When Facebook’s Global Head of News Partnerships, Campbell Brown, addressed a group of more than 20 publishers and broadcasters Down Under, she said Facebook wants to help media companies to create sustainable business models. It might have been a welcome message had she not delivered it by implying that their businesses would die without the help of Facebook.
According to The Australian, at one point during the four-hour, closed-door meeting, she said: "We will help you revitalise journalism … in a few years the reverse looks like I’ll be holding your hands with your dying business like in a hospice."
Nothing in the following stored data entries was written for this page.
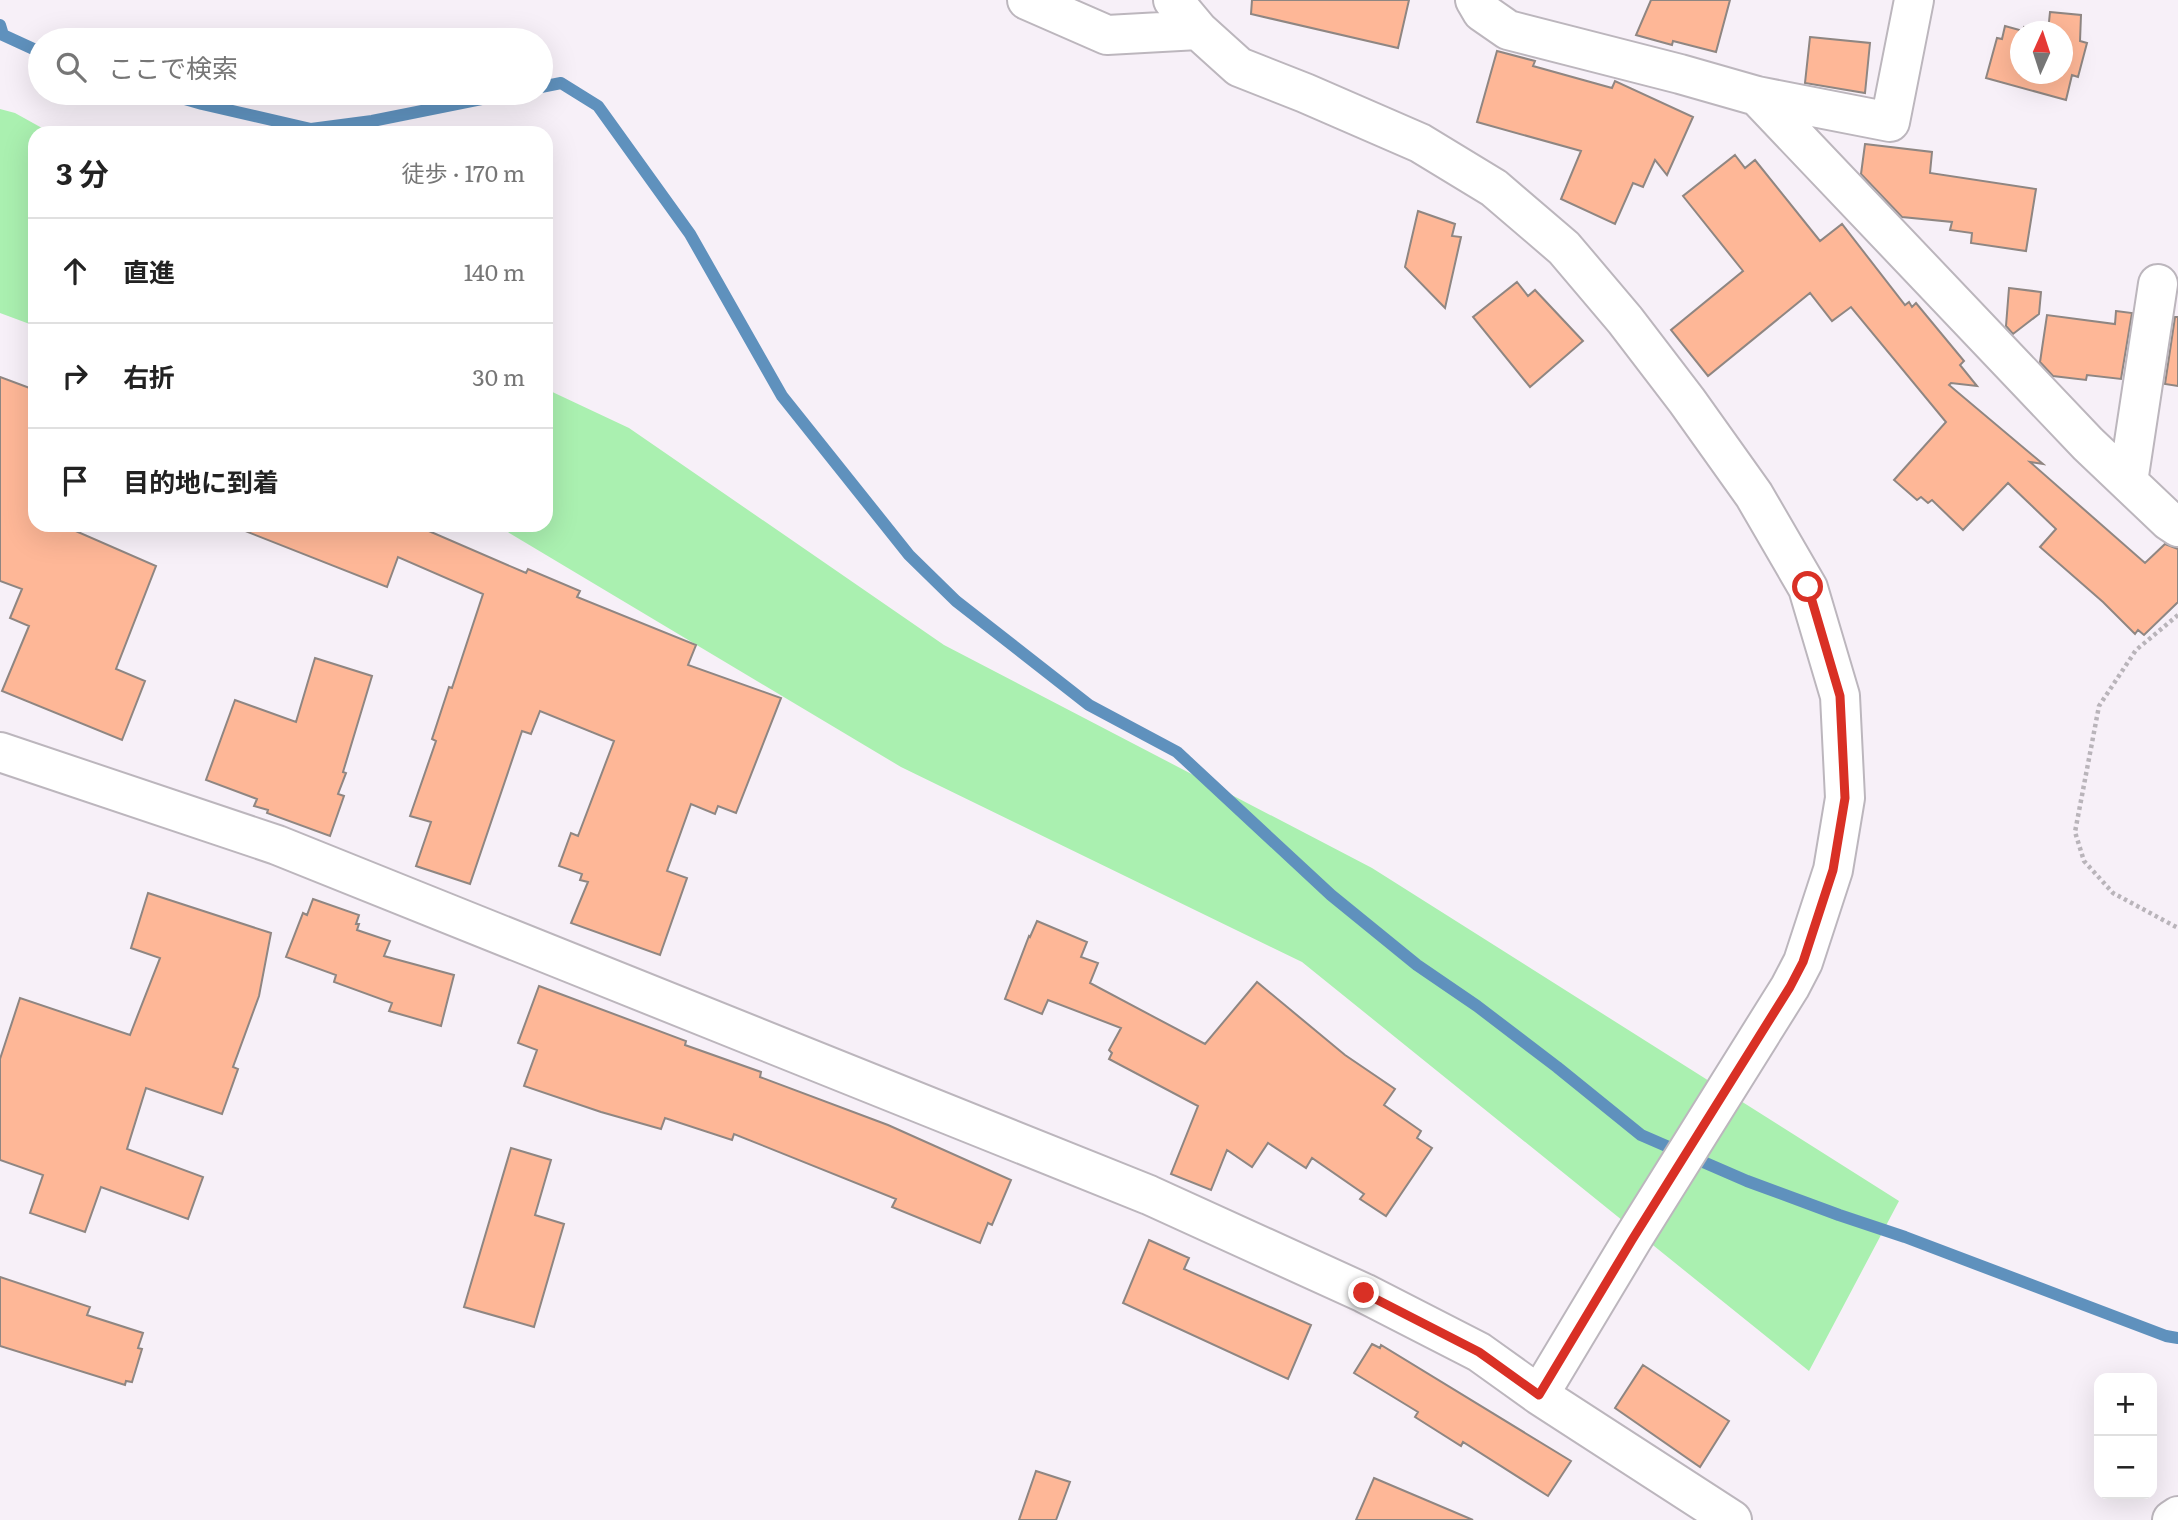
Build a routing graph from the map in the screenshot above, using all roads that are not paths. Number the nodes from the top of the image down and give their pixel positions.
1 (1027, 0) edge
2 (1173, 0) edge
3 (1475, 0) edge
4 (1914, 0) edge
5 (1198, 30) junction
6 (1756, 96) junction
7 (2158, 284) dead end
8 (2128, 482) junction
9 (2178, 527) edge
10 (0, 752) edge
11 (1539, 1395) junction
12 (2178, 1516) edge
13 (1732, 1520) edge
14 (2172, 1520) edge

1 - 5 street
2 - 5 street
3 - 6 street
4 - 6 street
5 - 11 street
6 - 8 street
7 - 8 street
8 - 9 street
10 - 11 street
11 - 13 street
12 - 14 street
Brown, whose past roles include being a correspondent for NBC News and a prime time host on CNN, was hired by Facebook last year to improve its relationships with news organizations after it came under fire for the role it played in spreading misinformation in the run-up to the presidential election in 2016.
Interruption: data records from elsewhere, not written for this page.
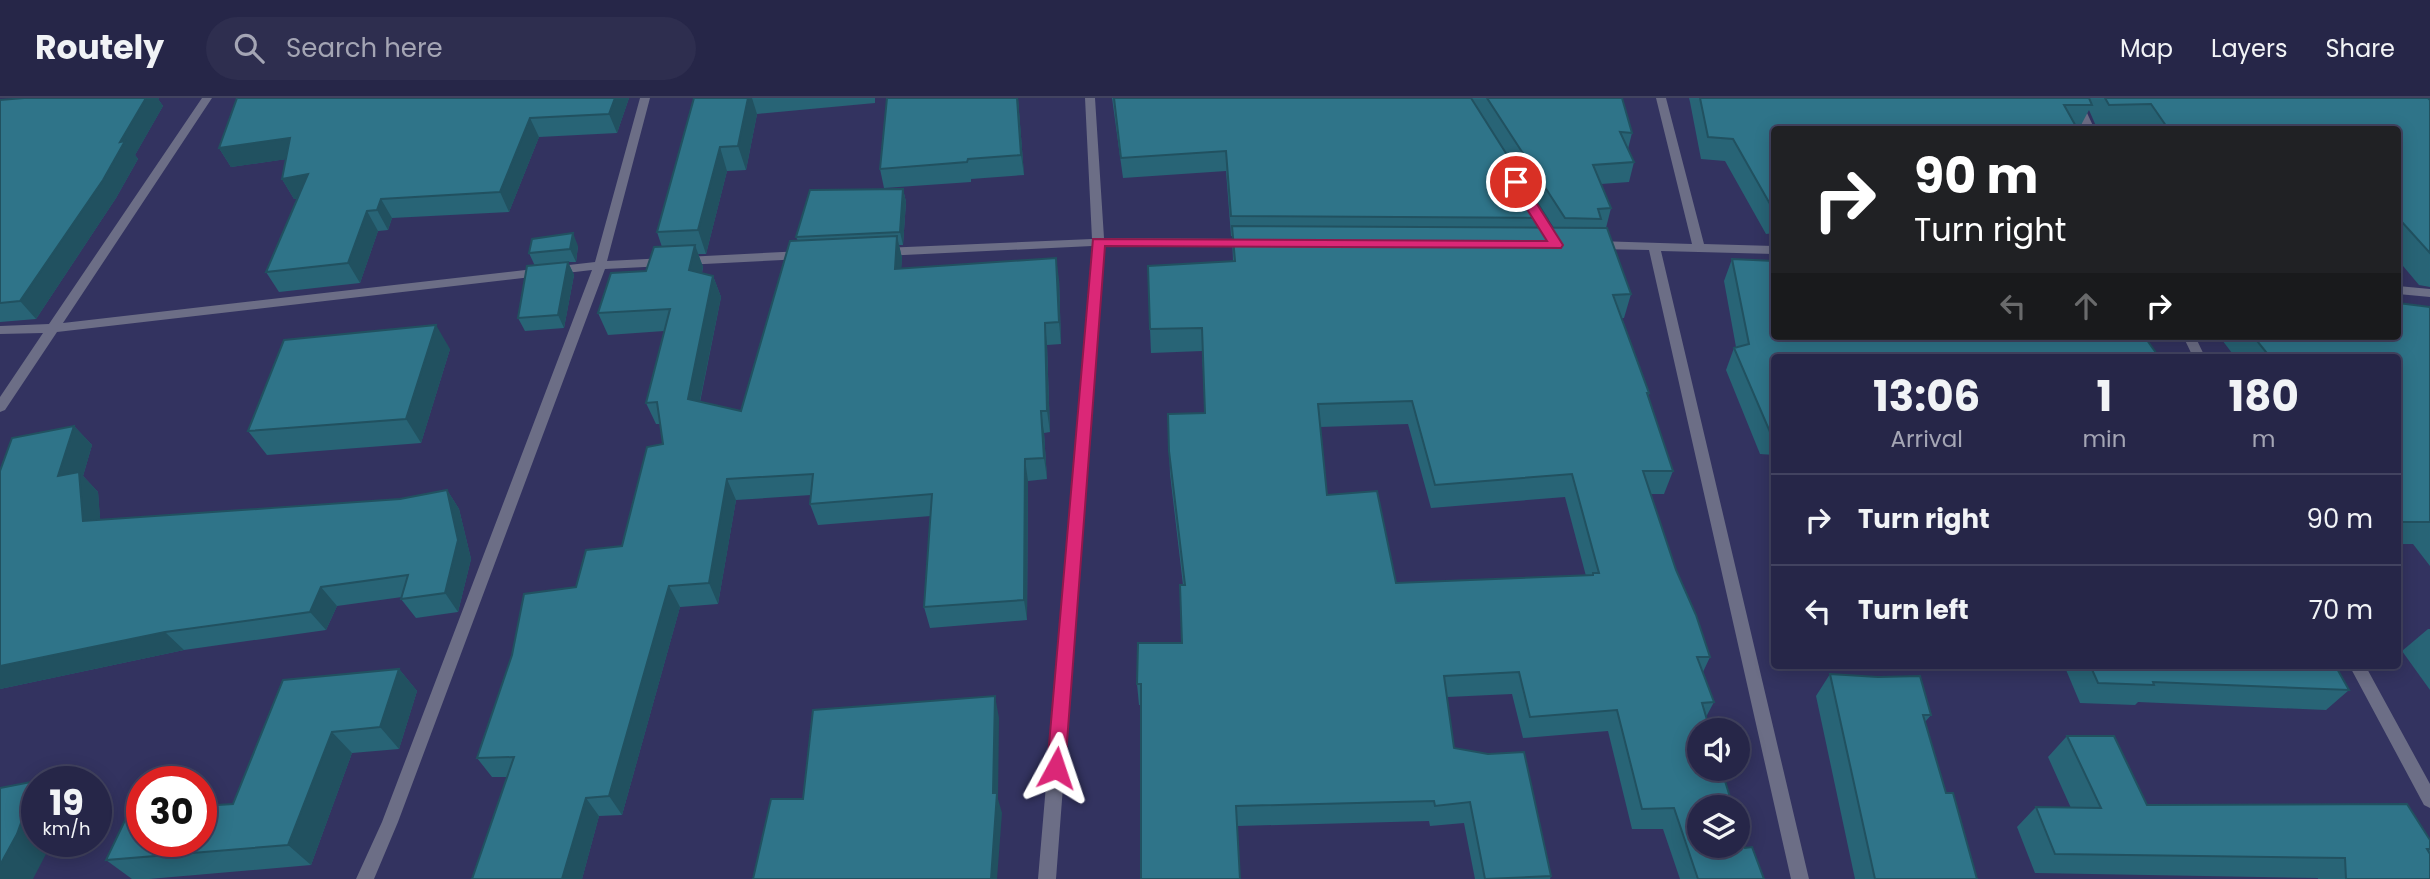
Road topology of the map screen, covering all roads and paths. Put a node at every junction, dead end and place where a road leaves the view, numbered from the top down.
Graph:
1 (207, 98) edge
2 (645, 98) edge
3 (1090, 98) edge
4 (1661, 98) edge
5 (2075, 98) edge
6 (2088, 126) edge
7 (1098, 242) junction
8 (1265, 243) edge
9 (1584, 245) edge
10 (1654, 245) junction
11 (1699, 247) junction
12 (1771, 250) edge
13 (863, 253) edge
14 (821, 254) edge
15 (600, 265) junction
16 (2401, 290) edge
17 (2430, 293) edge
18 (54, 328) junction
19 (0, 330) edge
20 (0, 407) edge
21 (2359, 669) edge
22 (2430, 800) edge
23 (365, 879) edge
24 (1047, 879) edge
25 (1800, 879) edge

1 - 18 street
2 - 15 street
3 - 7 street
4 - 11 street
5 - 6 street
7 - 8 street
7 - 13 street
7 - 24 street
9 - 10 street
10 - 11 street
10 - 25 street
11 - 12 street
14 - 15 street
15 - 18 street
15 - 23 street
16 - 17 street
18 - 19 street
18 - 20 street
21 - 22 street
Making matters worse, she went on to say that Facebook CEO Mark Zuckerberg does not care about publishers. She added: “We are not interested in talking to you about your traffic and referrals anymore. That is the old world and there is no going back – Mark wouldn’t agree to this.”
Facebook has stated that the quotes were taken out of context and are not accurate, but they have failed to release transcripts of the meeting to support this claim. At least five sources who attended the meeting confirmed Brown’s comments to the media.
These remarks are further evidence of the arrogance and runaway monopolistic power of tech giants, and they should give people serious pause when they consider the influence that firms like Facebook and Google have over modern society. Their “I own this town” attitude is unappealing, even if there is an element of truth to it. These companies think they run the world, and in a way, they do – but only because people let them. The masses have become so addicted to the conveniences offered by technology like smartphones that they don’t stop to think about how they’re really paying for “free” services like Facebook, YouTube, and Google Maps. In most cases, they’re giving up a lot more personal data than they realize, while letting these companies gain an incredible amount of power over the flow of information in society and which opinions are allowed to be heard.
Facebook’s Samidh Chakrabarti has also said they “don’t want to be arbiters of truth,” yet they are quick to claim that anything going against their ideals is “fake news,” and sites like Google’s YouTube have come under attack for censoring conservative voices.
President Trump might get a lot of things wrong, but he was definitely on the right track with his recent comments that these tech businesses’ out-of-control censorship needs to be stopped.